What you have to do: Omit the pictures while printing every entry below exactly as given.

________________________

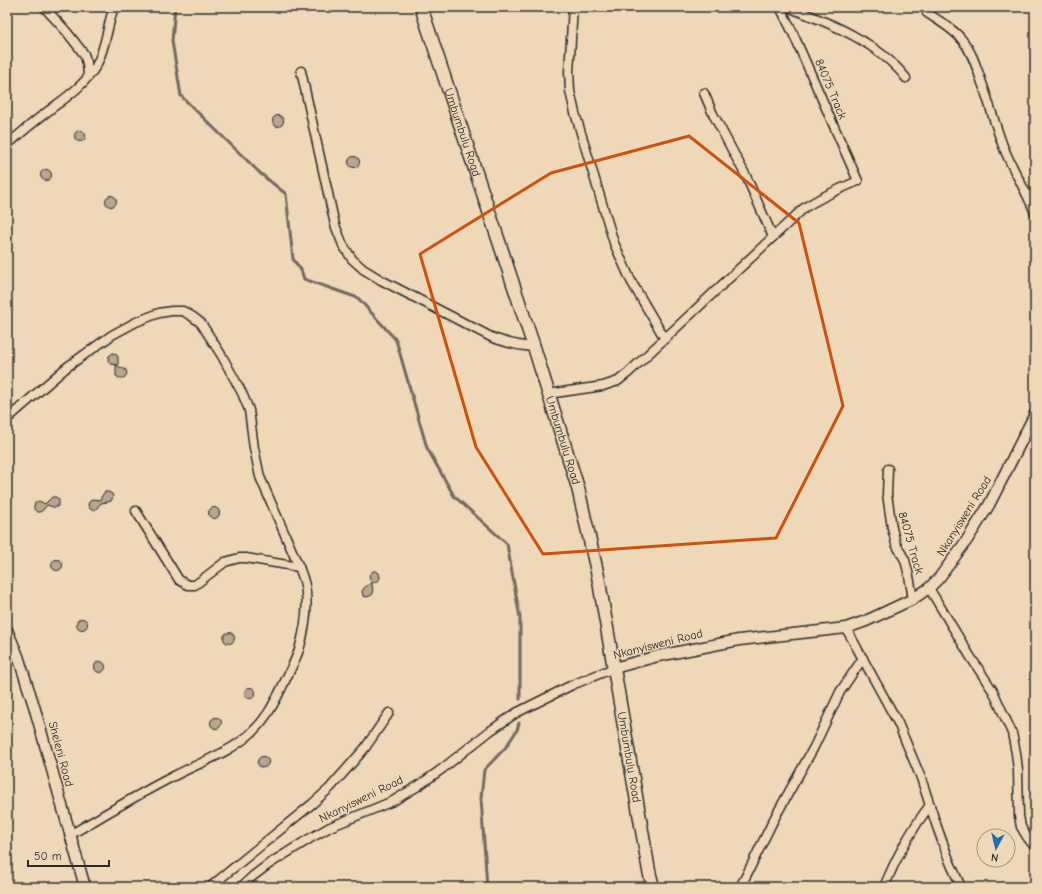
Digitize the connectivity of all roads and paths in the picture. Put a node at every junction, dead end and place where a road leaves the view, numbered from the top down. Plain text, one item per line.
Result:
1 (44, 7) edge
2 (114, 7) edge
3 (421, 7) edge
4 (574, 7) edge
5 (780, 7) edge
6 (788, 7) edge
7 (927, 13) dead end
8 (300, 71) dead end
9 (88, 77) junction
10 (906, 78) dead end
11 (704, 93) dead end
12 (7, 145) edge
13 (1035, 213) edge
14 (773, 237) junction
15 (665, 338) junction
16 (534, 347) junction
17 (548, 394) junction
18 (1035, 414) edge
19 (7, 419) edge
20 (888, 469) dead end
21 (136, 511) dead end
22 (299, 567) junction
23 (929, 588) junction
24 (913, 599) junction
25 (846, 628) junction
26 (7, 630) edge
27 (863, 658) junction
28 (614, 668) junction
29 (389, 713) dead end
30 (930, 805) junction
31 (70, 835) junction
32 (1035, 847) edge
33 (83, 886) edge
34 (210, 887) edge
35 (241, 887) edge
36 (653, 887) edge
37 (740, 887) edge
38 (884, 887) edge
39 (961, 887) edge

1 - 9 street
2 - 9 street
3 - 16 main road, Umbumbulu Road
4 - 15 street
5 - 14 street, 84075 Track
6 - 10 street
7 - 13 street
8 - 16 street
9 - 12 street
11 - 14 street
14 - 15 street
15 - 17 street
16 - 17 main road, Umbumbulu Road
17 - 28 main road, Umbumbulu Road
18 - 23 street, Nkanyisweni Road
19 - 22 street
20 - 24 street, 84075 Track
21 - 22 street
22 - 31 street
23 - 24 street, Nkanyisweni Road
23 - 32 street
24 - 25 street, Nkanyisweni Road
25 - 27 street
25 - 28 street, Nkanyisweni Road
26 - 31 street, Sheleni Road
27 - 30 street
27 - 37 street
28 - 35 street, Nkanyisweni Road
28 - 36 main road, Umbumbulu Road
29 - 34 street
30 - 38 street
30 - 39 street
31 - 33 street, Sheleni Road

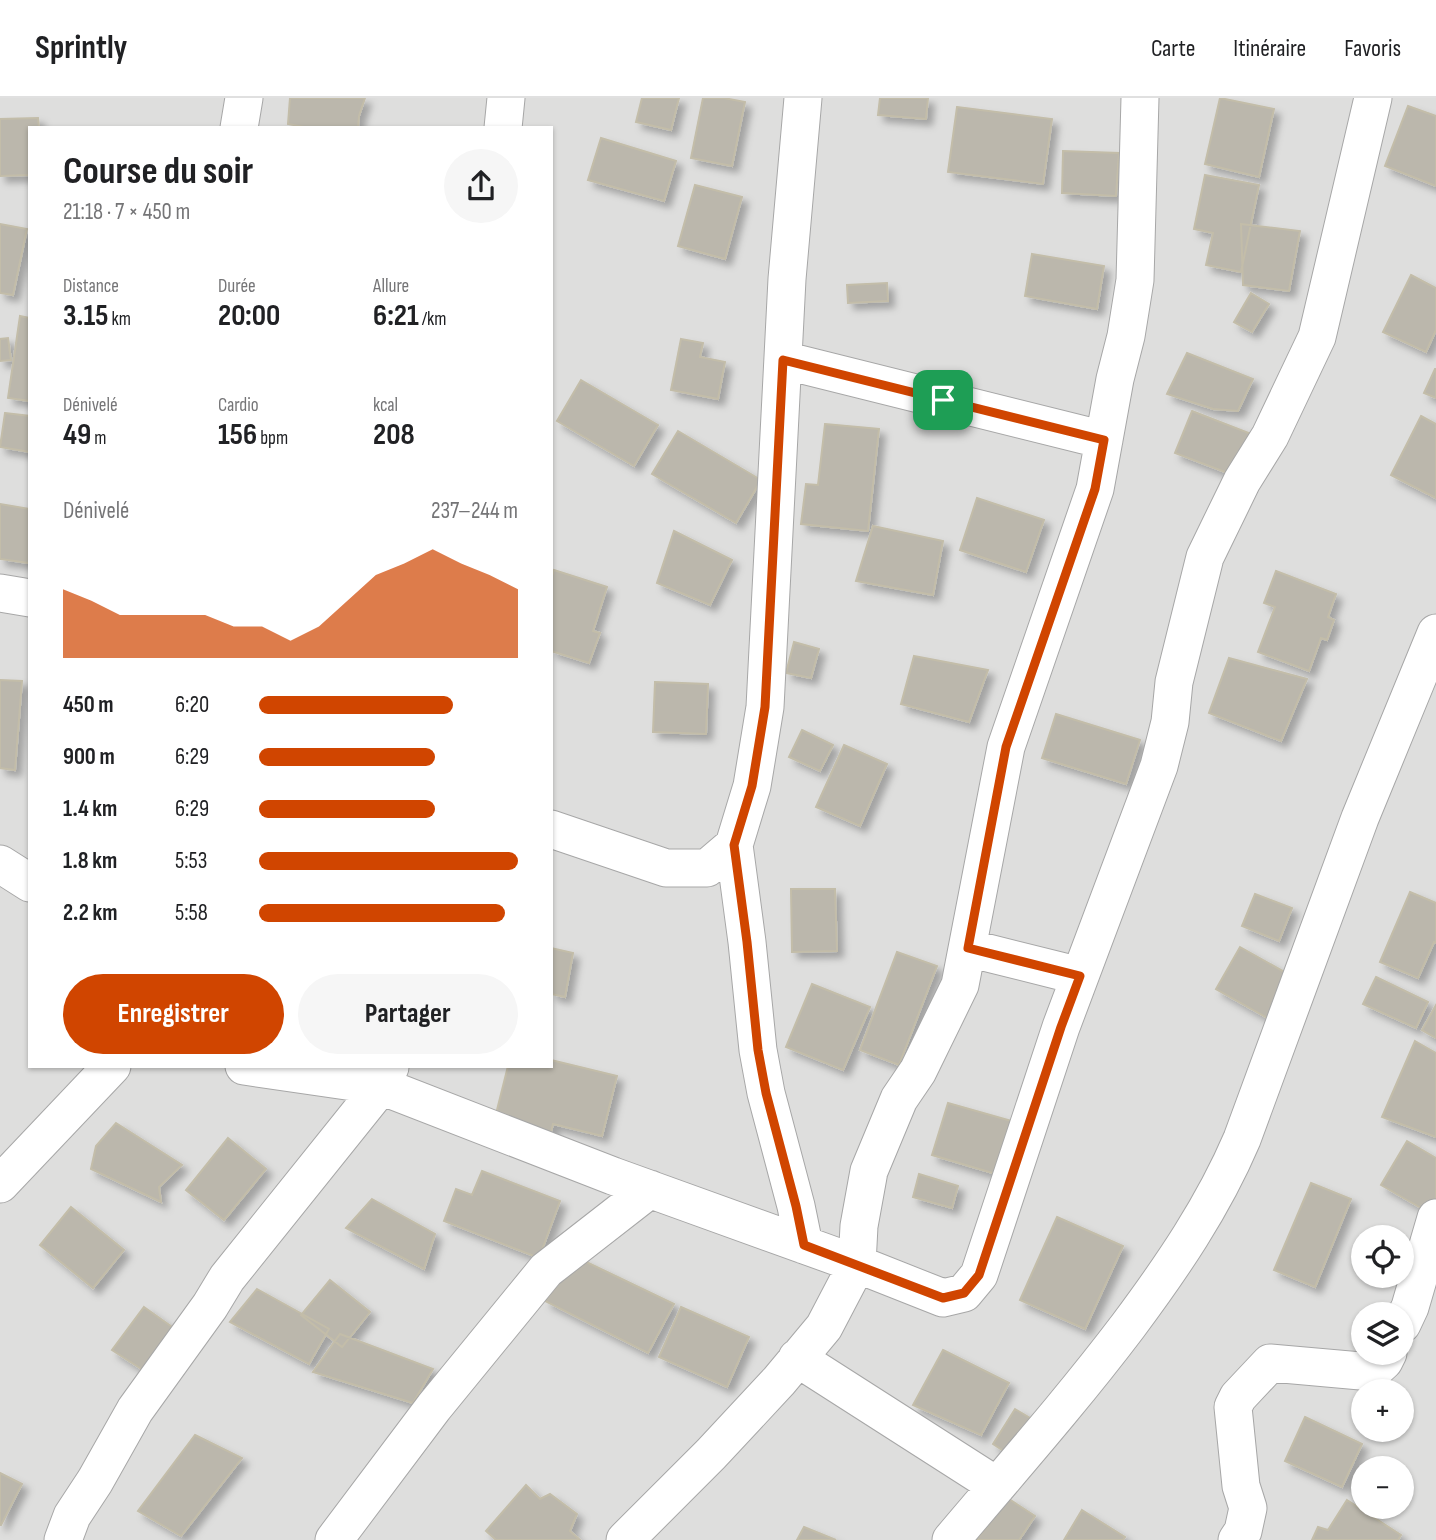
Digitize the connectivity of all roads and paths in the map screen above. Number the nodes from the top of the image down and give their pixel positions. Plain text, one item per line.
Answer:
1 (244, 98) edge
2 (506, 98) edge
3 (803, 98) edge
4 (1140, 98) edge
5 (1373, 98) edge
6 (239, 126) edge
7 (503, 126) edge
8 (783, 360) junction
9 (1104, 440) junction
10 (0, 593) edge
11 (28, 598) edge
12 (1436, 633) edge
13 (553, 830) edge
14 (734, 845) junction
15 (0, 864) edge
16 (28, 882) edge
17 (968, 948) junction
18 (1080, 976) junction
19 (111, 1068) edge
20 (272, 1068) edge
21 (385, 1076) edge
22 (0, 1184) edge
23 (650, 1189) junction
24 (1436, 1218) edge
25 (804, 1245) junction
26 (857, 1264) junction
27 (1411, 1302) edge
28 (797, 1358) junction
29 (1380, 1365) edge
30 (997, 1486) junction
31 (63, 1540) edge
32 (334, 1540) edge
33 (625, 1540) edge
34 (951, 1540) edge
35 (1237, 1540) edge

1 - 6 street
2 - 7 street
3 - 8 street
4 - 9 street
5 - 18 street
8 - 9 street
8 - 14 street
9 - 17 street
10 - 11 street
12 - 30 street
13 - 14 street
14 - 25 street
15 - 16 street
17 - 18 street
17 - 26 street
18 - 26 street
19 - 22 street
20 - 21 street
21 - 23 street
21 - 31 street
23 - 25 street
23 - 32 street
24 - 27 street
25 - 26 street
26 - 28 street
28 - 30 street
28 - 33 street
29 - 35 street
30 - 34 street

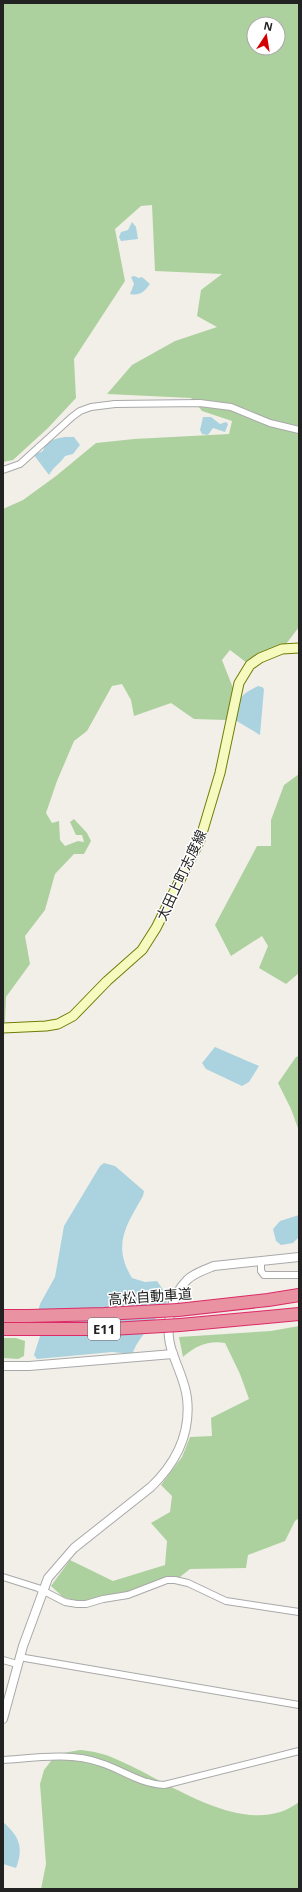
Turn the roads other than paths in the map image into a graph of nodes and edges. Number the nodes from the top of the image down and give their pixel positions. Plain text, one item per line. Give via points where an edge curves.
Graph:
1 (299, 430) edge
2 (3, 470) edge
3 (299, 648) edge
4 (3, 1028) edge
5 (299, 1257) edge
6 (261, 1262) junction
7 (299, 1275) edge
8 (299, 1295) edge
9 (299, 1314) edge
10 (3, 1316) edge
11 (3, 1329) edge
12 (173, 1354) junction
13 (3, 1366) edge
14 (3, 1577) edge
15 (44, 1590) junction
16 (299, 1612) edge
17 (3, 1660) edge
18 (18, 1661) junction
19 (299, 1705) edge
20 (3, 1719) edge
21 (299, 1751) edge
22 (3, 1760) edge

1 - 2 street via 218,405 115,404 80,411 20,464
3 - 4 main road, 太田上町志度線 via 282,649 260,658 250,665 239,683 220,773 200,840 156,928 142,950 70,1018 46,1026
5 - 6 street
6 - 7 street via 261,1271 264,1274
6 - 12 street via 214,1266 188,1280 177,1292 169,1323 169,1341
8 - 10 highway, 高松自動車道 / E11, bridge via 178,1310
9 - 11 highway, E11, bridge via 111,1329
12 - 13 street
12 - 15 street via 185,1385 188,1412 185,1433 175,1458 162,1477 151,1487 64,1558 48,1578
14 - 15 street
15 - 16 street via 65,1602 86,1604 128,1595 167,1580 175,1580 188,1583 226,1601
15 - 18 street
17 - 18 street
18 - 19 street
18 - 20 street
21 - 22 street via 164,1785 144,1782 101,1762 84,1758

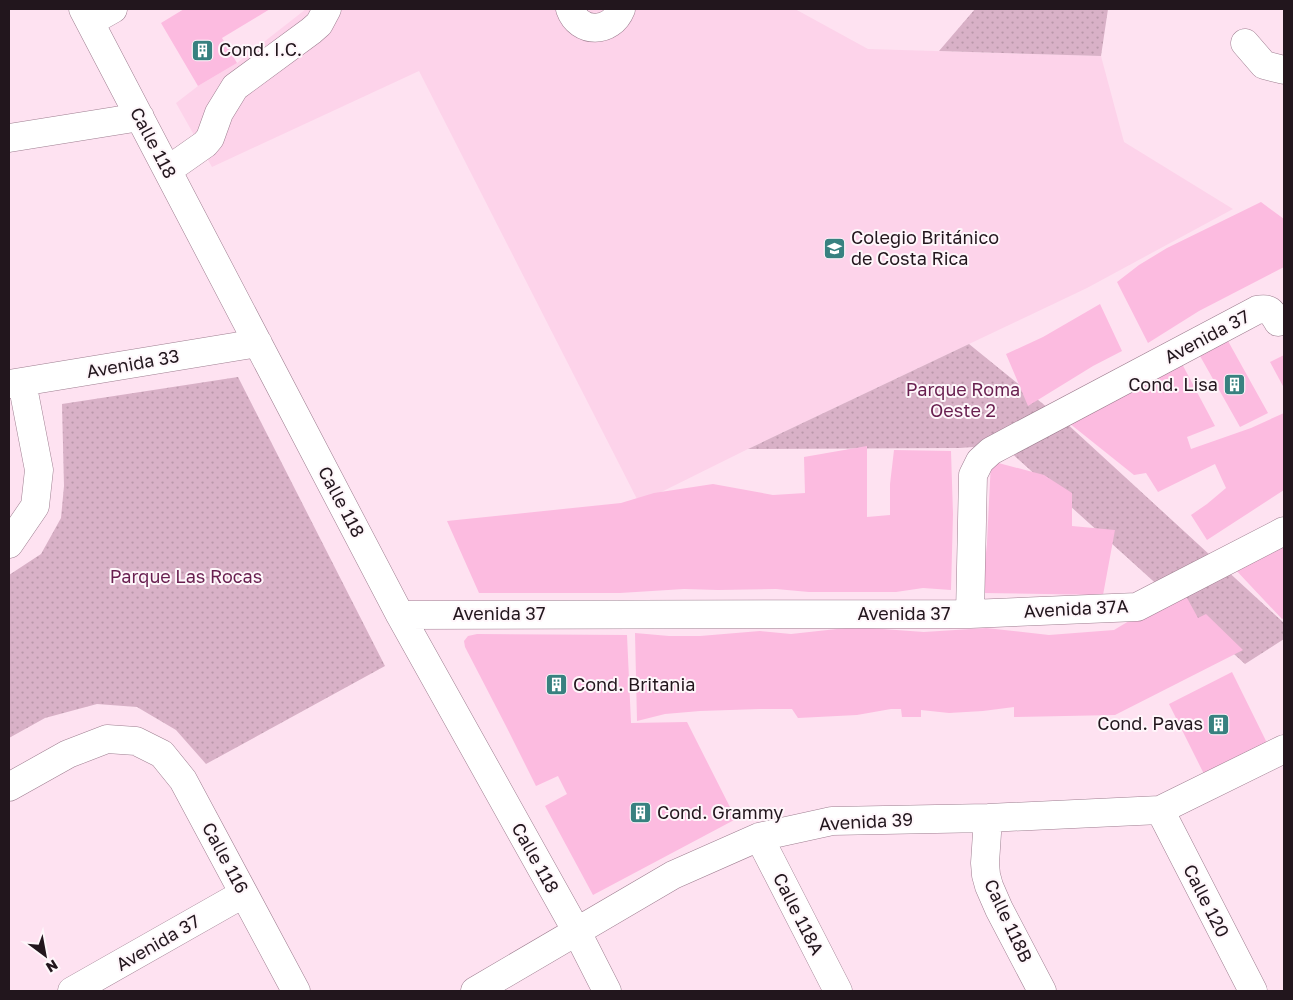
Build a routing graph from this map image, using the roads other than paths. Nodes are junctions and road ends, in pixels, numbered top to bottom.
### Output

________________________

Response:
Digitize the connectivity of all roads and paths in the picture. Put a node at every junction, dead end and place where a road leaves the view, numbered from the top down. Plain text, one item per line.
Result:
1 (44, 7) edge
2 (114, 7) edge
3 (421, 7) edge
4 (574, 7) edge
5 (780, 7) edge
6 (788, 7) edge
7 (927, 13) dead end
8 (300, 71) dead end
9 (88, 77) junction
10 (906, 78) dead end
11 (704, 93) dead end
12 (7, 145) edge
13 (1035, 213) edge
14 (773, 237) junction
15 (665, 338) junction
16 (534, 347) junction
17 (548, 394) junction
18 (1035, 414) edge
19 (7, 419) edge
20 (888, 469) dead end
21 (136, 511) dead end
22 (299, 567) junction
23 (929, 588) junction
24 (913, 599) junction
25 (846, 628) junction
26 (7, 630) edge
27 (863, 658) junction
28 (614, 668) junction
29 (389, 713) dead end
30 (930, 805) junction
31 (70, 835) junction
32 (1035, 847) edge
33 (83, 886) edge
34 (210, 887) edge
35 (241, 887) edge
36 (653, 887) edge
37 (740, 887) edge
38 (884, 887) edge
39 (961, 887) edge

1 - 9 street
2 - 9 street
3 - 16 main road, Umbumbulu Road
4 - 15 street
5 - 14 street, 84075 Track
6 - 10 street
7 - 13 street
8 - 16 street
9 - 12 street
11 - 14 street
14 - 15 street
15 - 17 street
16 - 17 main road, Umbumbulu Road
17 - 28 main road, Umbumbulu Road
18 - 23 street, Nkanyisweni Road
19 - 22 street
20 - 24 street, 84075 Track
21 - 22 street
22 - 31 street
23 - 24 street, Nkanyisweni Road
23 - 32 street
24 - 25 street, Nkanyisweni Road
25 - 27 street
25 - 28 street, Nkanyisweni Road
26 - 31 street, Sheleni Road
27 - 30 street
27 - 37 street
28 - 35 street, Nkanyisweni Road
28 - 36 main road, Umbumbulu Road
29 - 34 street
30 - 38 street
30 - 39 street
31 - 33 street, Sheleni Road

Digitize the connectivity of all roads and paths in the map screen above. Number the nodes from the top of the image down and give their pixel positions. Plain text, one item per line.
Answer:
1 (244, 98) edge
2 (506, 98) edge
3 (803, 98) edge
4 (1140, 98) edge
5 (1373, 98) edge
6 (239, 126) edge
7 (503, 126) edge
8 (783, 360) junction
9 (1104, 440) junction
10 (0, 593) edge
11 (28, 598) edge
12 (1436, 633) edge
13 (553, 830) edge
14 (734, 845) junction
15 (0, 864) edge
16 (28, 882) edge
17 (968, 948) junction
18 (1080, 976) junction
19 (111, 1068) edge
20 (272, 1068) edge
21 (385, 1076) edge
22 (0, 1184) edge
23 (650, 1189) junction
24 (1436, 1218) edge
25 (804, 1245) junction
26 (857, 1264) junction
27 (1411, 1302) edge
28 (797, 1358) junction
29 (1380, 1365) edge
30 (997, 1486) junction
31 (63, 1540) edge
32 (334, 1540) edge
33 (625, 1540) edge
34 (951, 1540) edge
35 (1237, 1540) edge

1 - 6 street
2 - 7 street
3 - 8 street
4 - 9 street
5 - 18 street
8 - 9 street
8 - 14 street
9 - 17 street
10 - 11 street
12 - 30 street
13 - 14 street
14 - 25 street
15 - 16 street
17 - 18 street
17 - 26 street
18 - 26 street
19 - 22 street
20 - 21 street
21 - 23 street
21 - 31 street
23 - 25 street
23 - 32 street
24 - 27 street
25 - 26 street
26 - 28 street
28 - 30 street
28 - 33 street
29 - 35 street
30 - 34 street

Turn the roads other than paths in the map image into a graph of nodes and edges. Number the nodes from the top of the image down and give their pixel positions. Plain text, one item per line. Give via points where an edge curves.
Graph:
1 (299, 430) edge
2 (3, 470) edge
3 (299, 648) edge
4 (3, 1028) edge
5 (299, 1257) edge
6 (261, 1262) junction
7 (299, 1275) edge
8 (299, 1295) edge
9 (299, 1314) edge
10 (3, 1316) edge
11 (3, 1329) edge
12 (173, 1354) junction
13 (3, 1366) edge
14 (3, 1577) edge
15 (44, 1590) junction
16 (299, 1612) edge
17 (3, 1660) edge
18 (18, 1661) junction
19 (299, 1705) edge
20 (3, 1719) edge
21 (299, 1751) edge
22 (3, 1760) edge

1 - 2 street via 218,405 115,404 80,411 20,464
3 - 4 main road, 太田上町志度線 via 282,649 260,658 250,665 239,683 220,773 200,840 156,928 142,950 70,1018 46,1026
5 - 6 street
6 - 7 street via 261,1271 264,1274
6 - 12 street via 214,1266 188,1280 177,1292 169,1323 169,1341
8 - 10 highway, 高松自動車道 / E11, bridge via 178,1310
9 - 11 highway, E11, bridge via 111,1329
12 - 13 street
12 - 15 street via 185,1385 188,1412 185,1433 175,1458 162,1477 151,1487 64,1558 48,1578
14 - 15 street
15 - 16 street via 65,1602 86,1604 128,1595 167,1580 175,1580 188,1583 226,1601
15 - 18 street
17 - 18 street
18 - 19 street
18 - 20 street
21 - 22 street via 164,1785 144,1782 101,1762 84,1758

Build a routing graph from this map image, using the roads other than paths. Nodes are junctions and road ends, in pixels, numbered top to bottom.
### Output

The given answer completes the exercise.